Finding a good name is important, but there are a number of higher-level questions to discuss before decisions could be made on names. I’m not sure what developers think about the overall idea.

  • Does returning point coordinates as a fixed array object instead of a double* makes sense vtkPoints::GetPoint(n)?
  • Should we do it when there is a dedicated underlying array (no risk of a subsequent call overwriting the returned value)?
  • Should we do it everywhere where small fixed arrays are returned (2D/3D/4D points and vectors, RGB/RGBA colors, maybe even 6-component extents and bounds)?

@lassoan As someone that works on multithreading a lot of different VTK/ParaView filters lately, and calling GetTuple/GetPoint(vtkIdType) functions are not thread-safe, I would really want this to happen.

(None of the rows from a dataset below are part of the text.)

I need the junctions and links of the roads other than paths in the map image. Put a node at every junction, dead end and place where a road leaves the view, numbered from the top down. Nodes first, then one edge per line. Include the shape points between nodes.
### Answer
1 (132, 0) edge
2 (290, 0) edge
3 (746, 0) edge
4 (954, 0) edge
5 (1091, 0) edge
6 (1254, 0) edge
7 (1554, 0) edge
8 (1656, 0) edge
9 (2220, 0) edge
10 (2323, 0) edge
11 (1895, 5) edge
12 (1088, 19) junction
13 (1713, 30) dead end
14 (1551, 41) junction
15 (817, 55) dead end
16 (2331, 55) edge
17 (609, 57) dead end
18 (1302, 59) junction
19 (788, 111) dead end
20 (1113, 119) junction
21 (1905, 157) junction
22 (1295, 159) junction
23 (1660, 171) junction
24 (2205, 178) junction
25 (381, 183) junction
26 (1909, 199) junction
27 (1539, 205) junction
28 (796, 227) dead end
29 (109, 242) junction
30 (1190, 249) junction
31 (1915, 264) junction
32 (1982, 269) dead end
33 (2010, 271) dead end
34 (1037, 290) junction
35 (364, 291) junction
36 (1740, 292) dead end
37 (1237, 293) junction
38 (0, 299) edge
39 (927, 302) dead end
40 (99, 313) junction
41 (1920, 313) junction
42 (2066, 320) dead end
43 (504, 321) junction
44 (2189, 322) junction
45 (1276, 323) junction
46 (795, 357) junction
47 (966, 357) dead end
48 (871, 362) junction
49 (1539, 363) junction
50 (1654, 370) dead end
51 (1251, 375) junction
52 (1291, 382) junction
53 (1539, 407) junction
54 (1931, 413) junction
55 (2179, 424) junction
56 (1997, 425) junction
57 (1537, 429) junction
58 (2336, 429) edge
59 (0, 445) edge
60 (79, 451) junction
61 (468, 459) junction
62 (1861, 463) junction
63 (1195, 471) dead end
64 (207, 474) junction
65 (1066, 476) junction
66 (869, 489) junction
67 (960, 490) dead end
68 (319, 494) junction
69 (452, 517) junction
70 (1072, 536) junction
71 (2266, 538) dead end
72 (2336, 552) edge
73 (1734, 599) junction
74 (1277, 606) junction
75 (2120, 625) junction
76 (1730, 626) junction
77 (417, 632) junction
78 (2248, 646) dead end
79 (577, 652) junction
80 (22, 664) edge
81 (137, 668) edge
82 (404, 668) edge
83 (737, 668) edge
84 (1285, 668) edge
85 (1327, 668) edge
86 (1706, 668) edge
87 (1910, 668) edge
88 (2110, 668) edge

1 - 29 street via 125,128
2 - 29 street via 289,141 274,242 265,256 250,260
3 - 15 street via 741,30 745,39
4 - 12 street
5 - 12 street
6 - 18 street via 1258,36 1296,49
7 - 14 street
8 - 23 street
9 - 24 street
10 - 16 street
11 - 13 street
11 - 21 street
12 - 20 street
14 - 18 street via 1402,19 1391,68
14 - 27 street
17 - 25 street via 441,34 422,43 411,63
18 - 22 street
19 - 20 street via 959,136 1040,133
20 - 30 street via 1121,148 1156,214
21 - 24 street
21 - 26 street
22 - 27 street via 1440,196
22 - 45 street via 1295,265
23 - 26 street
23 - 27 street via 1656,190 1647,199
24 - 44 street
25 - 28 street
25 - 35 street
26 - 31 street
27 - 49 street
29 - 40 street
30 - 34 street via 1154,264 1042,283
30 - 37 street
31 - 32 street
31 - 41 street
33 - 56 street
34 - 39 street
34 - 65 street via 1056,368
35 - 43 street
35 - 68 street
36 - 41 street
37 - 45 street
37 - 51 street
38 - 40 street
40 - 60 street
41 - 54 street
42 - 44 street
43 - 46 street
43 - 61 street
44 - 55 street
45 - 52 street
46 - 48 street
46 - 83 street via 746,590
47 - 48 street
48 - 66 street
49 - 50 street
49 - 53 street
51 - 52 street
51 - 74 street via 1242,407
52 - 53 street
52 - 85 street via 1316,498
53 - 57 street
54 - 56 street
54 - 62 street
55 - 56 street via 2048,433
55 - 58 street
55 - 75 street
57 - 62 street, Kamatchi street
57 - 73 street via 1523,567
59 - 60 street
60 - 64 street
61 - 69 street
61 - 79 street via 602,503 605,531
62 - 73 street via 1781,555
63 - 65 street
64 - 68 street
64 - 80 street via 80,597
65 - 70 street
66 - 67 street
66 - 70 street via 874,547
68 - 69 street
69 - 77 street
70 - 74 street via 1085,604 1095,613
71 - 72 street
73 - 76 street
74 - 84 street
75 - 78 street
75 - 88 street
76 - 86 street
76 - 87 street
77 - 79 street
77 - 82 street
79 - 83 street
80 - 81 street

I have spent multiple times wasting 1-2 days figuring out why the multithreaded code was crashing and the reason end up being that a class used by the multithreaded code was calling those functions.

I was about to initiate the same discussion. Thanks a lot for starting it.
I believe that at least all usages of those functions within VTK/ParaView need to be removed, and I could help with that.

As far as returning coordinates/tuples as a fixed array object instead of a double*, it totally makes sense to me, because it lets you know the size of the used tuple which leads to safe memory access.

1 Like

Sounds great! What do you think about adding a CMake build option to disable these unsafe methods (leave it there for Python wrapping only) so that the usages can be detected and removed from VTK (and ParaView, Slicer, …) during test builds?

For me this process would have 4 steps:

  1. Remove usages of not thread-safe GetTuple/GetPoint within VTK/ParaView (Difficulty: replacement of functions → easy)

  2. Add functions to return vtkTupleNd objects and deprecate the old ones. (Difficulty: design choices need to be made, and the community needs to be notified because of deprecation → medium)

  3. Add a CMake build option to disable these unsafe methods (Difficulty: the community needs to be notified once more → medium)

  4. Remove these unsafe methods from everywhere, e.g. vtk examples, notify users, etc. (Difficulty: time-consuming → hard)

The name vtkVectorNd is problematic, use something like vtkTupleNd - it’s consistent with the DataArray terminology.


@spyridon97 the steps you describe sound good to me. Implementing Step 3 first (disable unsafe API) could help implementing Step 1 (finding and replacing unsafe APIs).

@will.schroeder Would you add vtkTuple3d and deprecate vtkVector3d?

@lassoan I think you are right, we could create this cmake flag and have it enabled by default, but while developing, we could disable it to find the unsafe usages.